§ About this task
Report only how many lines of the entries below contain the string "hand".

§ Extracted material
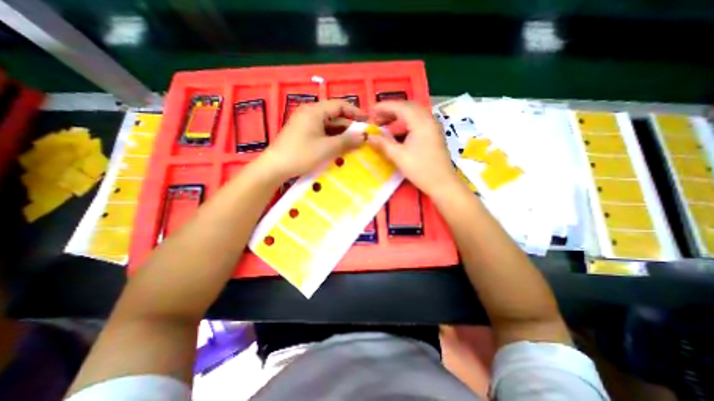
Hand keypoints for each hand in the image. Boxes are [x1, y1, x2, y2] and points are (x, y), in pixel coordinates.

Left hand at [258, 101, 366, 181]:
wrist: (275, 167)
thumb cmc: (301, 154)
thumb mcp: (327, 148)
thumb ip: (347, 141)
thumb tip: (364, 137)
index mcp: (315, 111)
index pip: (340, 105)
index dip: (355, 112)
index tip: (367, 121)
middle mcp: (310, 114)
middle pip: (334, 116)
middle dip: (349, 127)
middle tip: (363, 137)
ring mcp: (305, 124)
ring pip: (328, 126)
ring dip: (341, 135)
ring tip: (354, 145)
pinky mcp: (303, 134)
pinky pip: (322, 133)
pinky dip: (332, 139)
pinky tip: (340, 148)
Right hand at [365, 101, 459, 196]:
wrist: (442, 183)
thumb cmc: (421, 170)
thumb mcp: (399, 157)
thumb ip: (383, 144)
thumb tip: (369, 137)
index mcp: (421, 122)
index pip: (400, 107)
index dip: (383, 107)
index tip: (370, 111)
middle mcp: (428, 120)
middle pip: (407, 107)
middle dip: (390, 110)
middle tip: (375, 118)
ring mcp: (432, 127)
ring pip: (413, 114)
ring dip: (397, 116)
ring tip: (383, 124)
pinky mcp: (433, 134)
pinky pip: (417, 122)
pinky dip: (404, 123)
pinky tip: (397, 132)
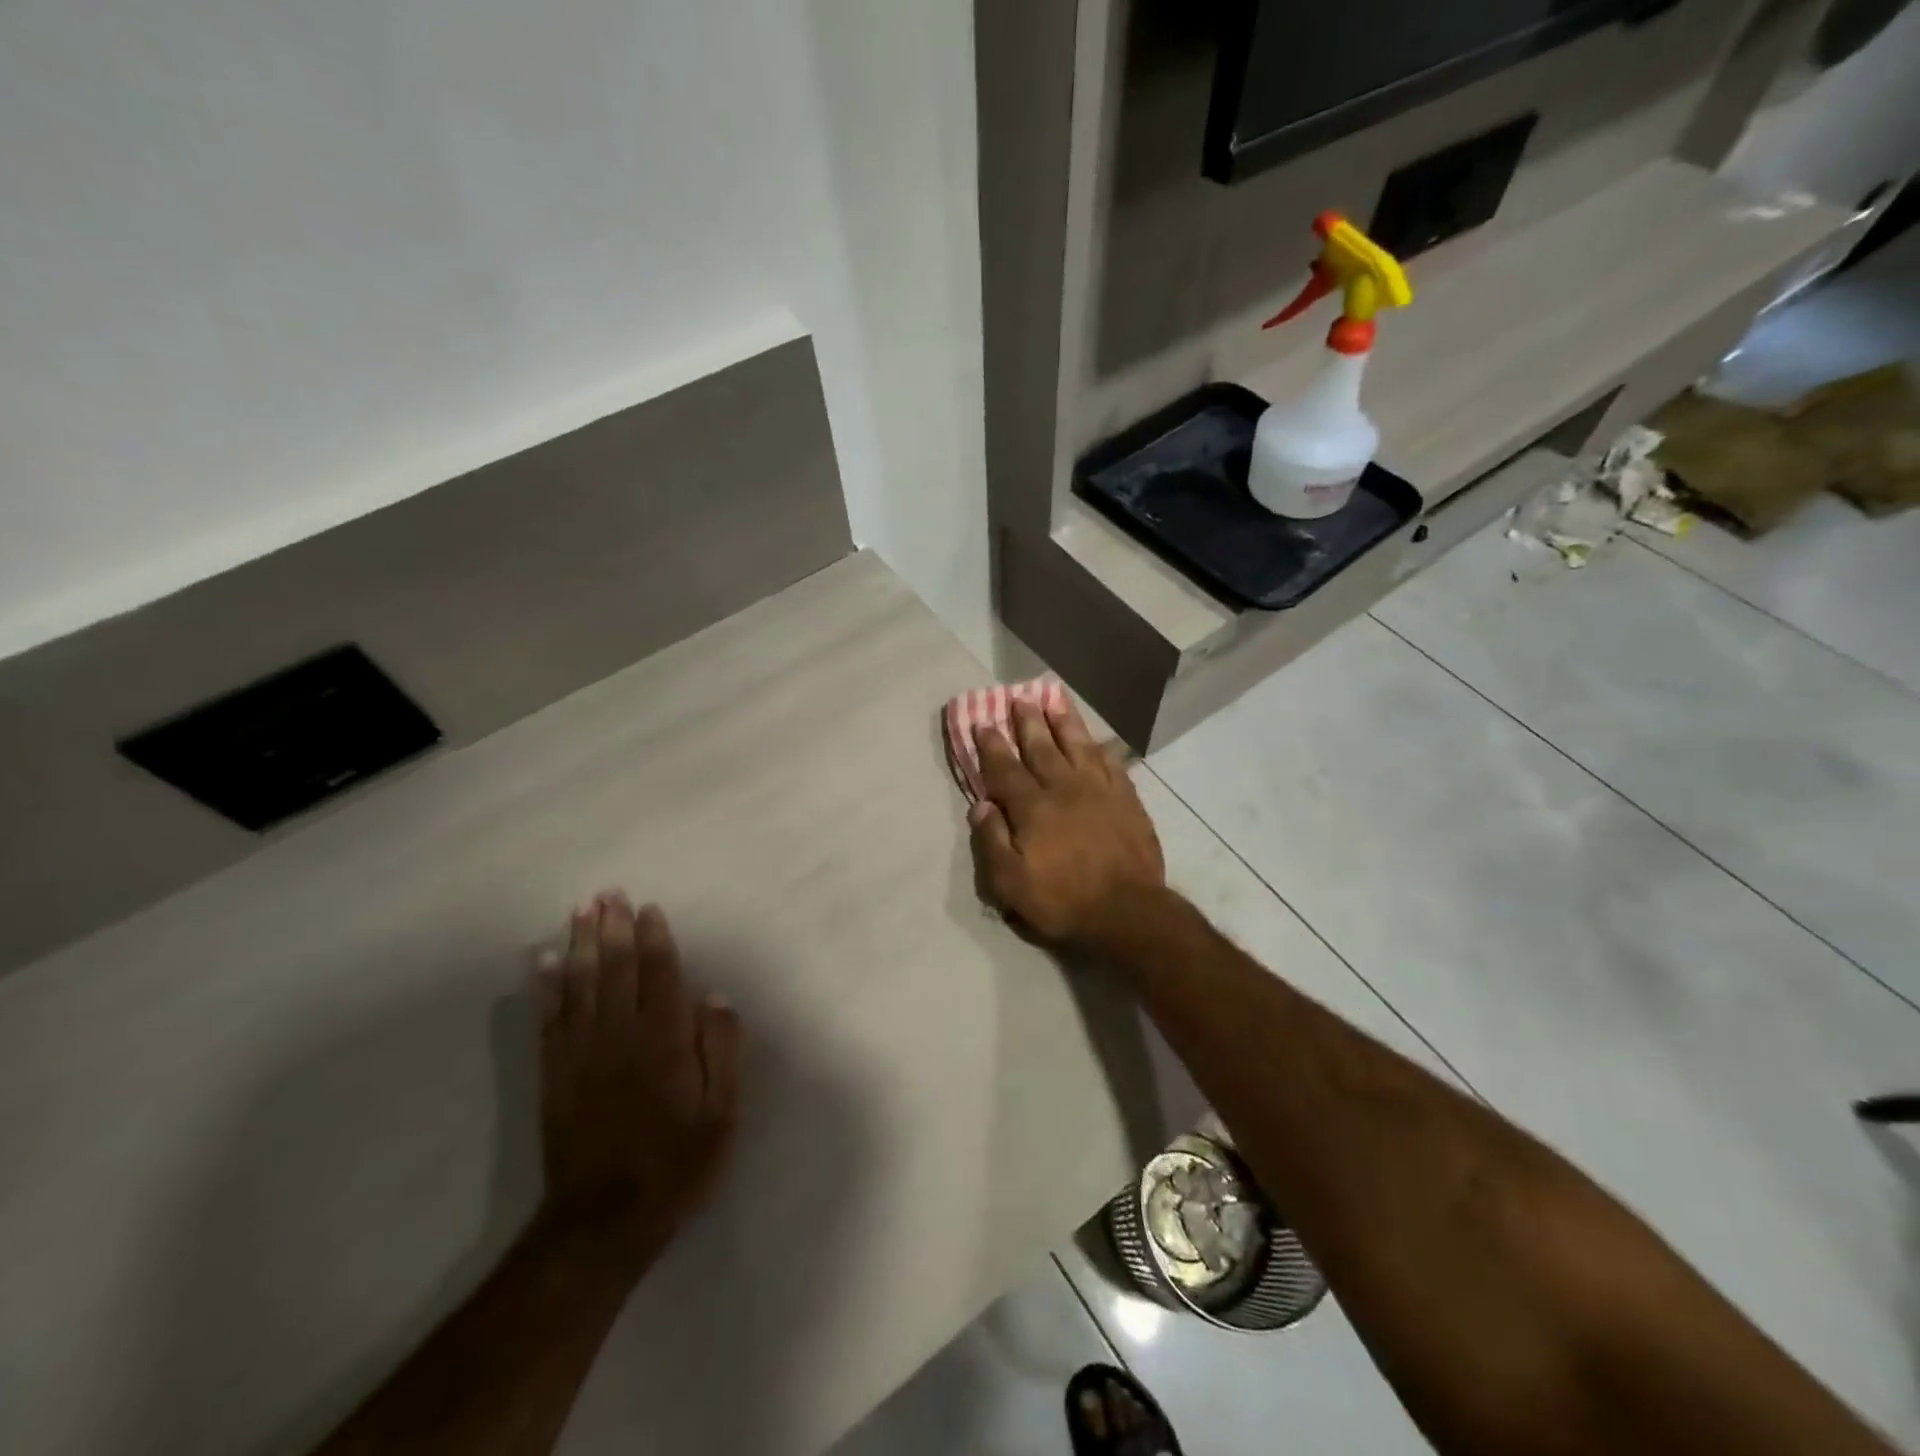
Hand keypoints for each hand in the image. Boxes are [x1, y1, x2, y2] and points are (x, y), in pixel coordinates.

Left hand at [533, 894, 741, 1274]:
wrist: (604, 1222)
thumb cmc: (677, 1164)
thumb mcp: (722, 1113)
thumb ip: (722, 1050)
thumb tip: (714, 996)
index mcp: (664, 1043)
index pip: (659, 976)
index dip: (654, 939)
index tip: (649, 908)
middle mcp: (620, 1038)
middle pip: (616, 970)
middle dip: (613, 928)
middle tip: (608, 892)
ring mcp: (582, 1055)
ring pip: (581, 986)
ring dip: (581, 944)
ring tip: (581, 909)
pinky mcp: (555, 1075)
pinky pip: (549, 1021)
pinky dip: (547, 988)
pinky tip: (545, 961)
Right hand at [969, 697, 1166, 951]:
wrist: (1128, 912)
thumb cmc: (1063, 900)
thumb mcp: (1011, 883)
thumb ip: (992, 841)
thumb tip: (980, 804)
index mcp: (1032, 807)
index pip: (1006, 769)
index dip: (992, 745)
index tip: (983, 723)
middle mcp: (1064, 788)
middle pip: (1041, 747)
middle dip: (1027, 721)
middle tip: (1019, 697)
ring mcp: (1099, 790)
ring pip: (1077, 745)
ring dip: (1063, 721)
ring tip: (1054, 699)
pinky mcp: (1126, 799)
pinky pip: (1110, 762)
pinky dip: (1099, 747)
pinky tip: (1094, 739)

§ Response area
6